Aim
The purpose of this study was to empirically examine the responses of psychologists to a hypothetical situation in which they learn that a professional colleague is seeking personal therapy.
Method
Practising psychologists (n = 96) responded to vignettes in which a professional colleague disclosed personal therapy for a particular disorder (major depressive disorder or bipolar disorder), disclosed personal therapy with no disorder specified, or made no mention of personal therapy.
Results
Results indicated that psychologists were willing to refer clients to professional colleagues with equal frequency and immediacy across all conditions. In other words, the fact that the colleague was in personal therapy, whether or not the colleague specified a particular disorder, did not influence the psychologists’ intention to refer clients to the colleague in comparison to an identical colleague who made no mention of personal therapy.
Discussion
Although a number of other factors also deserve consideration as alternate explanations, these results may refute the notion, common among many mental health professionals, that revealing personal therapy to colleagues can elicit stigmatising negative professional consequences.
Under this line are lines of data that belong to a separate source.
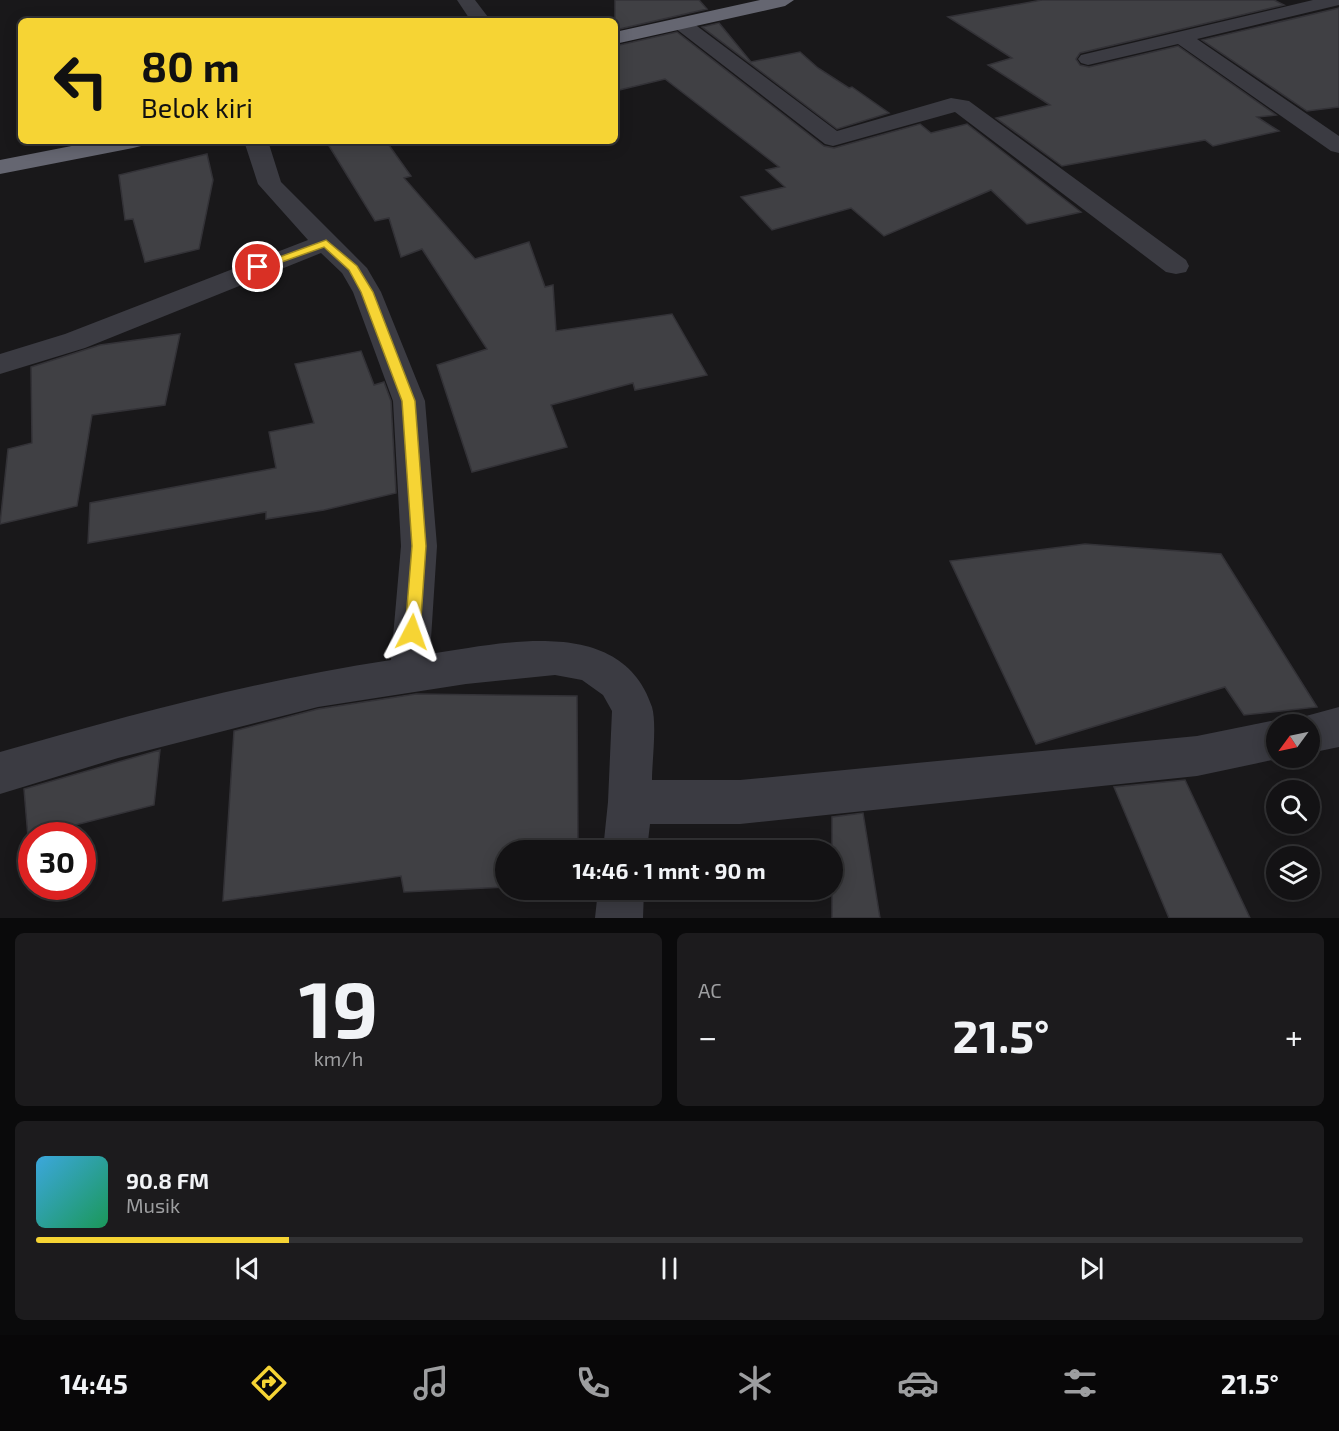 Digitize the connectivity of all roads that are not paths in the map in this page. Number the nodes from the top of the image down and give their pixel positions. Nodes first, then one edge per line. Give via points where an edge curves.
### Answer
1 (466, 0) edge
2 (785, 0) edge
3 (1337, 0) edge
4 (479, 18) edge
5 (682, 24) junction
6 (618, 37) edge
7 (1183, 38) junction
8 (1088, 59) dead end
9 (118, 144) edge
10 (257, 144) edge
11 (1339, 146) edge
12 (0, 167) edge
13 (326, 243) junction
14 (1176, 266) dead end
15 (0, 364) edge
16 (409, 675) junction
17 (1339, 727) edge
18 (1320, 731) edge
19 (1266, 742) edge
20 (0, 773) edge
21 (630, 802) junction
22 (626, 840) edge
23 (620, 900) edge
24 (619, 918) edge

1 - 4 street
2 - 5 highway
3 - 7 street
5 - 6 highway
5 - 14 street via 833,139 951,105 961,106
7 - 8 street
7 - 11 street
9 - 12 highway
10 - 13 street via 269,183
13 - 15 street via 75,341
13 - 16 street via 353,268 367,292 409,401 419,546
16 - 20 street via 318,690 118,738
16 - 21 street via 555,657 591,664 617,682 632,709
17 - 18 street
19 - 21 street via 1197,756 740,802
21 - 22 street
23 - 24 street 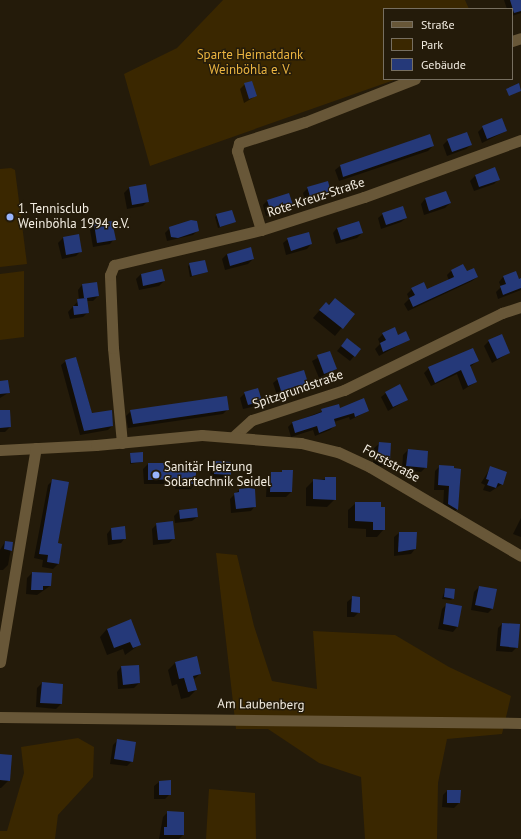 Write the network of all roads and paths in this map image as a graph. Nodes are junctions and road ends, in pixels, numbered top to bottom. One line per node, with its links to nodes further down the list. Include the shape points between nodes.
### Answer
1 (412, 80): 3 (street, via 305,122 239,143 237,151)
2 (521, 140): 3 (street, Rote-Kreuz-Straße, via 364,197)
3 (261, 230): 6 (street, Rote-Kreuz-Straße, via 114,265 110,275 113,348)
4 (521, 307): 5 (street, Spitzgrundstraße, via 502,313 344,390 252,420)
5 (234, 436): 6 (street, via 202,435); 9 (street, Forststraße, via 301,442 338,452 370,467)
6 (122, 443): 7 (street)
7 (36, 448): 8 (street); 10 (street)
8 (0, 450)
9 (521, 556)
10 (0, 662)
11 (0, 716): 12 (street, Am Laubenberg)
12 (521, 723) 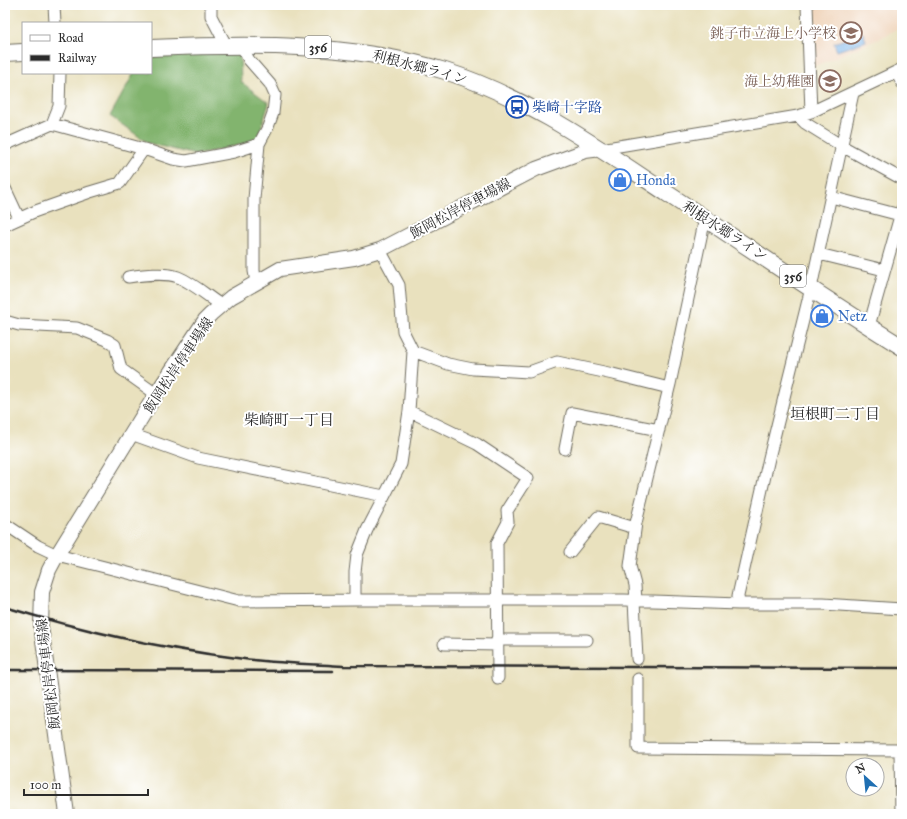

These results are also consonant with the idea of competent communities, recently promoted in the US (where supervision requirements for licensed psychologists are less stringent than in the UK), in which psychologists form mutually supportive groups intended to maintain and augment competence. Cultural factors, particularly those stemming from the presence of required personal therapy for psychologists in some countries (such as the UK) and the absence of such a requirement in others (such as the US), are also discussed.